We note that the mechanical energy based 2-component electro-magnetic quanta field of the EMT is in line with the "photopheresis" phenomenon discovered by F. Ehrenhaft, (BrJ), (BrK14) p. 22.
ANT In
the ANT the term "Dirac 2.0 Atomic Nucleus" is chosen to anticipate
that Dirac's single mechanical energy system is extended to a mechanical
x dynamic energy system concept.
Quote: "Dirac's theory of radiation
is based on a very simple idea; he treats an atom and the radiation
field as a single system whose energy is the sum of three terms: one
representing the energy of the atom, a second representing the
electromagnetic energy of the radiation field, and a small term
representing the coupling energy of the atom and the radiation field", (FeE).
The Dirac 2.0 systems provide a mechanical atomic nucleus concept accompanied by the concept of implicate dynamic quanta (in the sense of D. Bohm, (BoD1)). The potential between this implicate quanta pair defines the dynamic energy of the mechanical atomic nucleus. Those systems neither require the hypothesis
of an electron spin nor the existence of the fine structure constant.
The ANT puts the spot on the "Mach 2.0" principle as proposed in (UnA1) p. 156,
which is essentially the Mach principle + Dirac's two large number
hypotheses in the context of his "new basis for cosmology", (DiP2).
DFT The Krein space based 1-component mechanical atomic
nucleus quanta systems can be further aggregated/approximated by the
purely Hilbert (energy) space system H(1/2), which is an extension of
the variational mechanical standard energy Hilbert space H(1). The
mechanical H(1) energy system is the domain of the Friedrichs extension
of the Laplacian (potential) operator accompanied by the domain H(2),
i.e. it is an extension of the classical mechanical standard energy
Hilbert space H(2).
The standard Hilbert space systems H(1) resp.
H(2) provides the variational resp. the classical framework for
classical and quantum mechanics accompanied by the concept of Fourier
waves. The complementary sub-space of the extended H(1/2) Hilbert space
with respect to the H(1)-norm provides an appropriate Hilbert space
based framework for quantum dynamics accompanied by the concept of
wavelets.

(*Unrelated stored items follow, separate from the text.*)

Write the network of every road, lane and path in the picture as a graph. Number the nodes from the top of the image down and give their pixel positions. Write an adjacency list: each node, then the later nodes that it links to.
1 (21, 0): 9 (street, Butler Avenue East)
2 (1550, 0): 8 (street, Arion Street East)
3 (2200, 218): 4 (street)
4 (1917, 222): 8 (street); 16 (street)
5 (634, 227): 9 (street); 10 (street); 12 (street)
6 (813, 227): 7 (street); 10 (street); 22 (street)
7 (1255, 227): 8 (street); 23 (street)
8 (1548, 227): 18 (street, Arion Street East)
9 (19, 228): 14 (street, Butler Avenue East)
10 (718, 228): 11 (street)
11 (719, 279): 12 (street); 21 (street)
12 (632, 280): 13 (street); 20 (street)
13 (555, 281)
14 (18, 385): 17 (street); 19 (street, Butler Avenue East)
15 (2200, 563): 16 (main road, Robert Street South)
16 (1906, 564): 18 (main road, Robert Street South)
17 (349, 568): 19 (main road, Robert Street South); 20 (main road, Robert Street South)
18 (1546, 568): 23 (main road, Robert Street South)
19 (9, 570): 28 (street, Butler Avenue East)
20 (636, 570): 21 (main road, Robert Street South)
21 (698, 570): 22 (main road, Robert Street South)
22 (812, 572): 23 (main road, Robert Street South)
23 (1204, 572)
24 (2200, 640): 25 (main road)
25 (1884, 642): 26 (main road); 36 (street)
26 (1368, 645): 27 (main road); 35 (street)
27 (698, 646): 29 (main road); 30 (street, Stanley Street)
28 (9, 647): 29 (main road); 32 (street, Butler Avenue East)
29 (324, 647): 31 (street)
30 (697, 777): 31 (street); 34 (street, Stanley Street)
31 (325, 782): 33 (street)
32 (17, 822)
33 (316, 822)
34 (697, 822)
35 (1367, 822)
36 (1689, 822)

The latter ones may be interpreted as "a mathematical
microscope", (BrK0) p. 19, (BrK14) p. 37, (HoM) 1.2.
Physically speaking, the compact embedding of H(1) into H(1/2) addresses "the
problem of matter in the Maxwell equations, by explaining why the field
possesses a granular structure and why the knots of energy remain
intact in spite of the back-and-forth flux of (mechanical!) energy and
momentum", (WeH) p. 171.
PDT Plasma is that state
of matter in which the atoms or molecules are found in an ionized state. The number of neutral particles (atomes or molecules) in a gas is
irrelevant for the definition of a plasma. The number of positively and
negatively charged particles per considered volume element may be arbitrarily
small oder arbitrarily large, but both numbers need to be approximately
identical (in order to have no internal macroscopic electrostatic fields. The
interactions of electrons and ions are determined by long-range electrical
forces. Plasma physics is about classical statistical fluid
mechanics and classical fluid dynamics. The underlying related mathematical
models are grouped by different physical application areas resp. chosen
mathematical tools accompanied by correspondingly defined different types of
„plasma matter gases“,(BrK0) p. 60.
Note: The a priori GSM & PPM in combination with the EMT, ANT and DFT enable an integrated Plasma Dynamics Theory (PDT) avoiding the concept of a Debye sphere.